Although the competition did not end in the way he had planned, it was fitting for someone of his stature that the Olympic Games, the biggest sporting stage of all, would play host to what became the final competition of his career.

He had won the Olympic title in 2004, having taken the silver medal four years earlier in Sydney. Similarly, after earning silver medals at two successive World Championships in 2003 and 2005, Sebrle finally struck gold in Osaka in 2007.

He also excelled indoors, and between 1999 and 2007 he won medals at nine consecutive major indoor championships, highlighted by gold medals at the 2001 and 2004 IAAF World Indoor Championships.

But Sebrle will perhaps be best remembered for becoming the first man in history to break 9000 points in the Decathlon.

That achievement came quite out of the blue at the 2001 Hypo Meeting in Gotzis, where he added almost 300 points to his previous best to amass a score of 9026. He was untouchable during those two days of competition, equalling his 100m PB of 10.64 before setting PBs of 8.11m in the Long Jump, 47.92m in the Discus, 70.16m in the Javelin and 4:21.98 in the 1500m en route to his historic victory.

It made him one of the favourites for the World Championships later that year, but injuries to his calf and adductor meant he wasn’t at his best in Edmonton and finished down in 10th.

He rebounded the following year to win the European title with 8800, then successfully defended his crown four years later in Gothenburg. Sebrle also won three European indoor titles, and as recently as 2011 he made the podium at the European Indoor Championships, taking bronze.

Aside from his 18 major championship medals and his World record, Sebrle was known for his incredible longevity and he retires as the owner of the most 8000-point Decathlons and 6000-point Heptathlons in history.

After making an initial breakthrough in 1996 with 8210, he broke the 8000-point barrier every season since, apart from 2010 when he missed the whole summer. Similarly, he has scored in excess of 6000 points for the indoor Heptathlon every year between 1998 and 2012.

In all, he has broken 8000 points in 49 Decathlons and 6000 points in 21 Heptathlons – far more than any other athlete.

His last complete Decathlon was at the 2012 European Championships, where he finished sixth with 8052. He had hoped to compete at this year’s Hypo Meeting in what would have been his 15th appearance in Gotzis, but injury once again got in the way.

“Time is merciless,” said Sebrle, whose World record was broken last year by Ashton Eaton. “I suffered from troubles for my entire career, but these latest troubles reached an unbearable extent. The heel is probably the biggest problem I have ever had.

“I could not do it any more, it is impossible to stop ageing. For the whole season I knew I'd have to say it, but I did not expect it to be so hard.

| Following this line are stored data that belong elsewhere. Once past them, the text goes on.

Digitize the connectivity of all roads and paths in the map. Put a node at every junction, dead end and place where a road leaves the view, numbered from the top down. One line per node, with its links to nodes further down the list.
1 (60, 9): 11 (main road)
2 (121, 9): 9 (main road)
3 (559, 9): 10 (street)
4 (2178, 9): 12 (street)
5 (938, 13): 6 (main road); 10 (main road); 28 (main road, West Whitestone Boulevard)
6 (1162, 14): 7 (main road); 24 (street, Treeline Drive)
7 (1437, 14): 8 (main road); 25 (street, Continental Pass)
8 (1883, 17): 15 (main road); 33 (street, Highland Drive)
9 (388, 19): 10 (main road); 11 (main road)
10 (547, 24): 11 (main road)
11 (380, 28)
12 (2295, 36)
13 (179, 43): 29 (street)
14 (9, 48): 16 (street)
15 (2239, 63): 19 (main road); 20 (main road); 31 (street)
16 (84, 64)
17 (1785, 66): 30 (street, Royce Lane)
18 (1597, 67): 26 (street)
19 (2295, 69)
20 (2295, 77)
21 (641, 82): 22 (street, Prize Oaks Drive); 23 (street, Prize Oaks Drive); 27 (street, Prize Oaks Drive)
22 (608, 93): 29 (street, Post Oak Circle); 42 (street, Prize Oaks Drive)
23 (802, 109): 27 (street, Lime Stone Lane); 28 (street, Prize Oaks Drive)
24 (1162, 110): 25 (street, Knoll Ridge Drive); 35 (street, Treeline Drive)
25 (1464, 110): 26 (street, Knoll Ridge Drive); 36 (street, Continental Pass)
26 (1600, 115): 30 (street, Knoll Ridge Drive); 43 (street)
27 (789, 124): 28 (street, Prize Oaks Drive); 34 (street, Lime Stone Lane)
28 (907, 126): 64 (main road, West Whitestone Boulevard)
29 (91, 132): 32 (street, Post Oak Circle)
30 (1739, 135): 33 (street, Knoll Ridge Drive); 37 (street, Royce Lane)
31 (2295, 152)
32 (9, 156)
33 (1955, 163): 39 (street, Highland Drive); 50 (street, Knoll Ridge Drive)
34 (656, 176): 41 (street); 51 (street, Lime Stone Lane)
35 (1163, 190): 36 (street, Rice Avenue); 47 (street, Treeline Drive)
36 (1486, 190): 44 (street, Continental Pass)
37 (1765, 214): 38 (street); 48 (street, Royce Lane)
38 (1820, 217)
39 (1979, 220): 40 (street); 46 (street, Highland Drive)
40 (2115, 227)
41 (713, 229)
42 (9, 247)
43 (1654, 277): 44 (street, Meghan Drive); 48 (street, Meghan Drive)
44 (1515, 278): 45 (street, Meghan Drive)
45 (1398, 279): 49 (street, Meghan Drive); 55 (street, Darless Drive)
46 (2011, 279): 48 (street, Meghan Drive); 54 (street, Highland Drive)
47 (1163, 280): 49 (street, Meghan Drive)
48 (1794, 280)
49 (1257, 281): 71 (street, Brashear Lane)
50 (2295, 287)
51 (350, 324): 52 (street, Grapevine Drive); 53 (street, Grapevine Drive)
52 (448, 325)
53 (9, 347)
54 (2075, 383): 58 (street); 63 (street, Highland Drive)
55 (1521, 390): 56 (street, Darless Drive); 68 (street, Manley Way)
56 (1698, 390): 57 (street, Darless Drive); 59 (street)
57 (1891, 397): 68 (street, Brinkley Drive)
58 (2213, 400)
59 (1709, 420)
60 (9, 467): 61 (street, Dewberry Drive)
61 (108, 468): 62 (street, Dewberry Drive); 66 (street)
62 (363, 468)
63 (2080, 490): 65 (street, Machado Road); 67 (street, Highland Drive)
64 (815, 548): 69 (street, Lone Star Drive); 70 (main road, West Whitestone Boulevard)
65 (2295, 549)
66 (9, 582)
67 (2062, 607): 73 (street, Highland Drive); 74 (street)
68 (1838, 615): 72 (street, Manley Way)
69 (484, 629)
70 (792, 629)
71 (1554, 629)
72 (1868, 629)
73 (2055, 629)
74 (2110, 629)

“I was not always completely healthy, and often carried little injuries. But as I got older, the injuries became far worse. What used to take a month to heal would now take half a year, and I wouldn’t be able to get to the same level where I was at before.

“I just missed out on the World indoor record, but I have no regrets about my career,” he added. “When I think about it, I achieved everything I wanted and I quit completely satisfied. I know I gave it everything.”